THE PROBLEM: Go line by line through the listing below and copy those that hold "Redwood".

EXERCISE INPUTS:

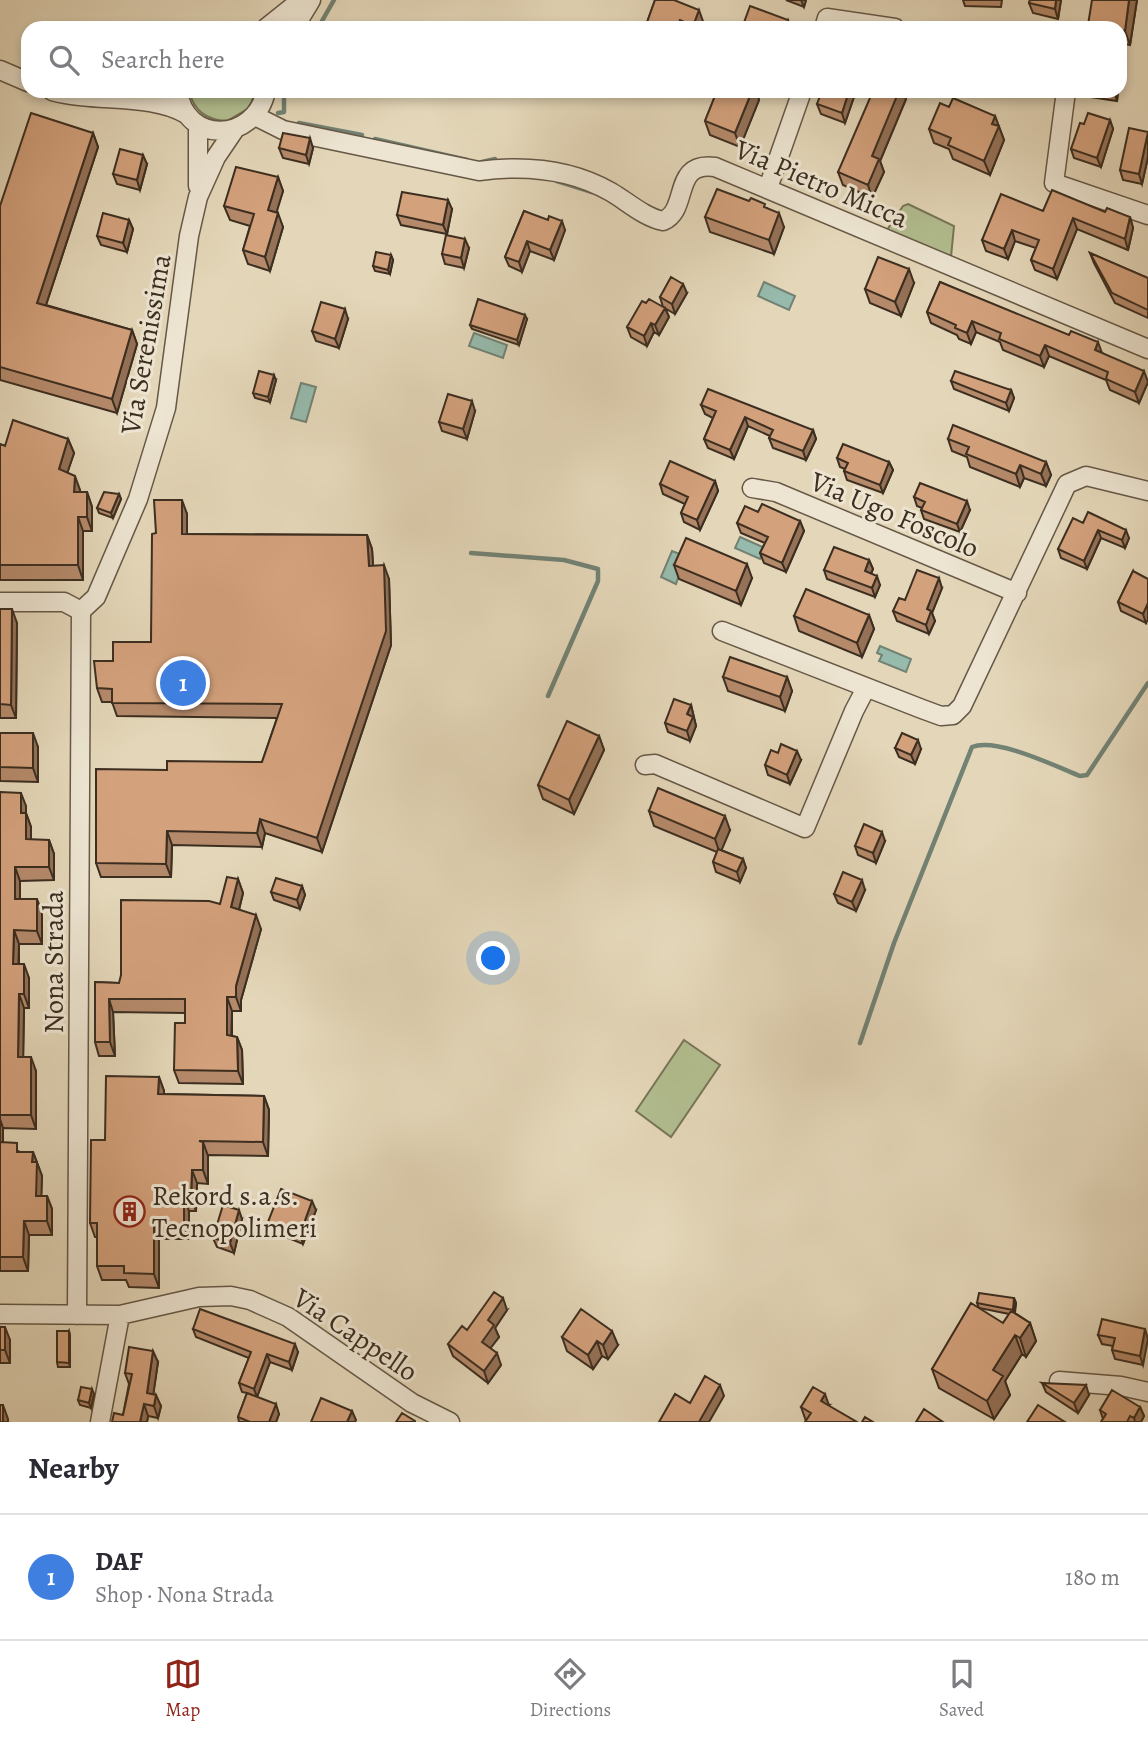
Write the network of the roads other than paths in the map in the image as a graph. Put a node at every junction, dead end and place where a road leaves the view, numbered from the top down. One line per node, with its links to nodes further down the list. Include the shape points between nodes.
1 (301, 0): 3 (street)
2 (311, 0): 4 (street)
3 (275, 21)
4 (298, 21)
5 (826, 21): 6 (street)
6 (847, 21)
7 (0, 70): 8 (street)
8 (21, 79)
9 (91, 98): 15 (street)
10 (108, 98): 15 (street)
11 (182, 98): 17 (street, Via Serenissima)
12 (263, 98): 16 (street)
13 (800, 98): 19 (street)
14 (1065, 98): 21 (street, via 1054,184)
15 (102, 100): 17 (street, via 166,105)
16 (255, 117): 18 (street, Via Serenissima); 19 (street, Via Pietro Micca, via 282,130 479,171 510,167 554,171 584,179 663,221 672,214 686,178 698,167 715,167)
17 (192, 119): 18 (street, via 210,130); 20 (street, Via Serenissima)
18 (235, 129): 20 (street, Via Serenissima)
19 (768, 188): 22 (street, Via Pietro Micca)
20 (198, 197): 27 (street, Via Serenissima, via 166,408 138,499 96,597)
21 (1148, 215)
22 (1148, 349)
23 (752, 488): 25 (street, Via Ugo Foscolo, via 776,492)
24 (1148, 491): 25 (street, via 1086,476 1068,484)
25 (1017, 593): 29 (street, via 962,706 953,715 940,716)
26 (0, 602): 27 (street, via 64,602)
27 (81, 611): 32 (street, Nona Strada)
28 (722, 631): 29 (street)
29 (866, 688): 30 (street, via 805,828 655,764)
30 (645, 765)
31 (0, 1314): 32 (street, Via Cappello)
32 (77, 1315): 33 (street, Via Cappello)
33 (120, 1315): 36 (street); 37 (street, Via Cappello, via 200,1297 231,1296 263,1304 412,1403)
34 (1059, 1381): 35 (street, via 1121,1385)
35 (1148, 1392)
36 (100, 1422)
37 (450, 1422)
--
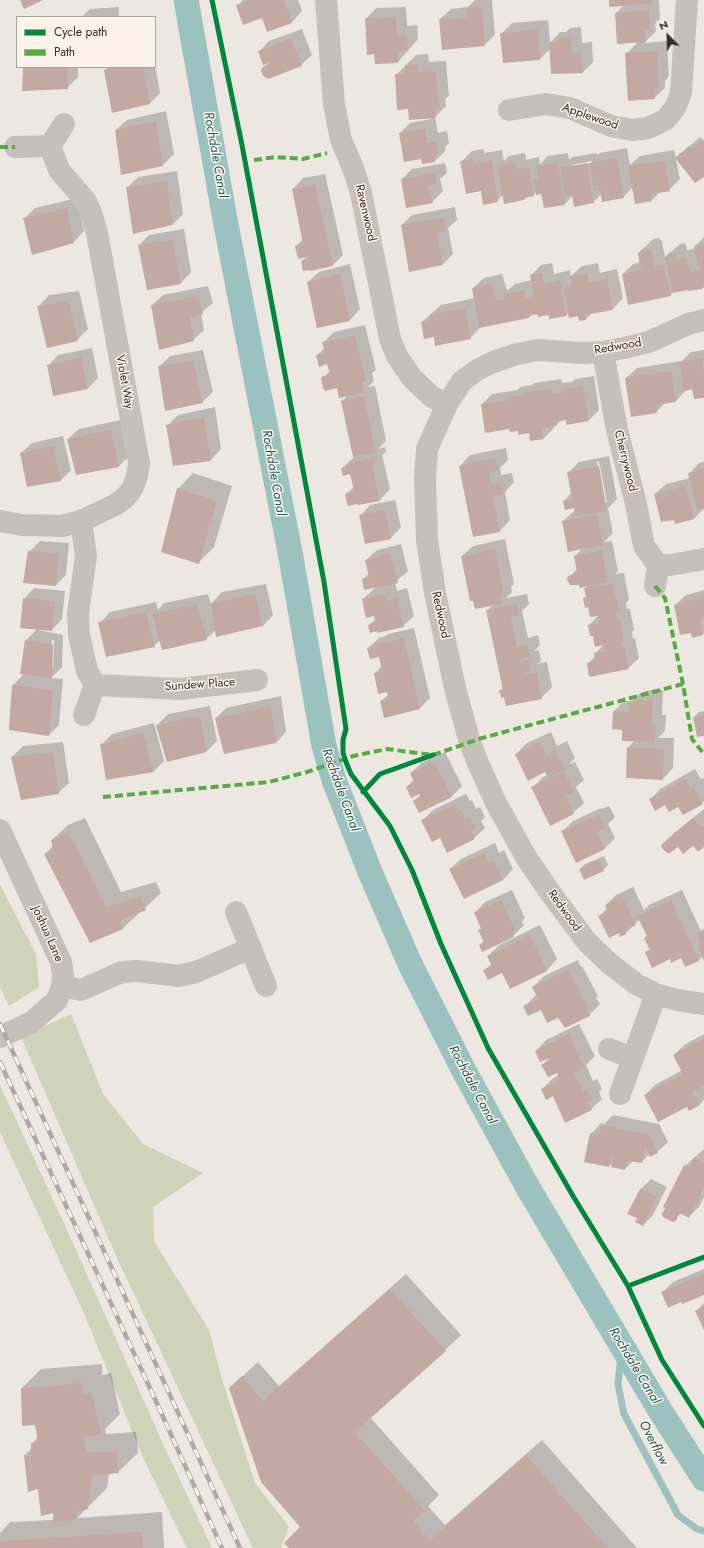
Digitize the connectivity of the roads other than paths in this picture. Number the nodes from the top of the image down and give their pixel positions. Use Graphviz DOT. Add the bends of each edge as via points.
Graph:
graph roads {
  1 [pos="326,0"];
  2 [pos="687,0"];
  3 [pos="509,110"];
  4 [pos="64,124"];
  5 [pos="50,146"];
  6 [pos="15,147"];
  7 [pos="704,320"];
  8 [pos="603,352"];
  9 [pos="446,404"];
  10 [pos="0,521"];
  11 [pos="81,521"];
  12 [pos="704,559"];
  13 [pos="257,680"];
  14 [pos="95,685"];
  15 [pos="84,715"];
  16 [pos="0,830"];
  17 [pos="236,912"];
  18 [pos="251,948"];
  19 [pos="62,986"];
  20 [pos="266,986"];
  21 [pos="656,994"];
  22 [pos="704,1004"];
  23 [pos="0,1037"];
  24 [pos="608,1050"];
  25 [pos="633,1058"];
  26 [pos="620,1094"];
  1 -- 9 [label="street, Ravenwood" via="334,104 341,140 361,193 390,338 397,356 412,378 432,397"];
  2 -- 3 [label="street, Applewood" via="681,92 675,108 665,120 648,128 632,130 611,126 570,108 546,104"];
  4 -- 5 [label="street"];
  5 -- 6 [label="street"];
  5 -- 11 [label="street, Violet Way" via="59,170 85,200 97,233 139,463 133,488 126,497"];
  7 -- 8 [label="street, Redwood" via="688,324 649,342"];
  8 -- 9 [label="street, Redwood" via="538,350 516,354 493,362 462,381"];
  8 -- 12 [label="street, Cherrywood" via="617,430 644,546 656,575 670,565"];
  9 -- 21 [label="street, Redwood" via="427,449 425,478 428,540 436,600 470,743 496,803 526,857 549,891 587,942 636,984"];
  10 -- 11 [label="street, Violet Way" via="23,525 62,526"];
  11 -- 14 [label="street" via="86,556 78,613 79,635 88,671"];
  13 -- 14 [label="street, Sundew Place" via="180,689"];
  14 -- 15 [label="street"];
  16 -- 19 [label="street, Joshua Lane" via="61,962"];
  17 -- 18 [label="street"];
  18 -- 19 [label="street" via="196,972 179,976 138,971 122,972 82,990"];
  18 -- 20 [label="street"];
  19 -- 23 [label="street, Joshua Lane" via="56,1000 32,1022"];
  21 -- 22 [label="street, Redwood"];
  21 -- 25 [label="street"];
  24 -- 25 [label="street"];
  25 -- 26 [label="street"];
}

EXERCISE OUTPUT:
  7 -- 8 [label="street, Redwood" via="688,324 649,342"];
  8 -- 9 [label="street, Redwood" via="538,350 516,354 493,362 462,381"];
  9 -- 21 [label="street, Redwood" via="427,449 425,478 428,540 436,600 470,743 496,803 526,857 549,891 587,942 636,984"];
  21 -- 22 [label="street, Redwood"];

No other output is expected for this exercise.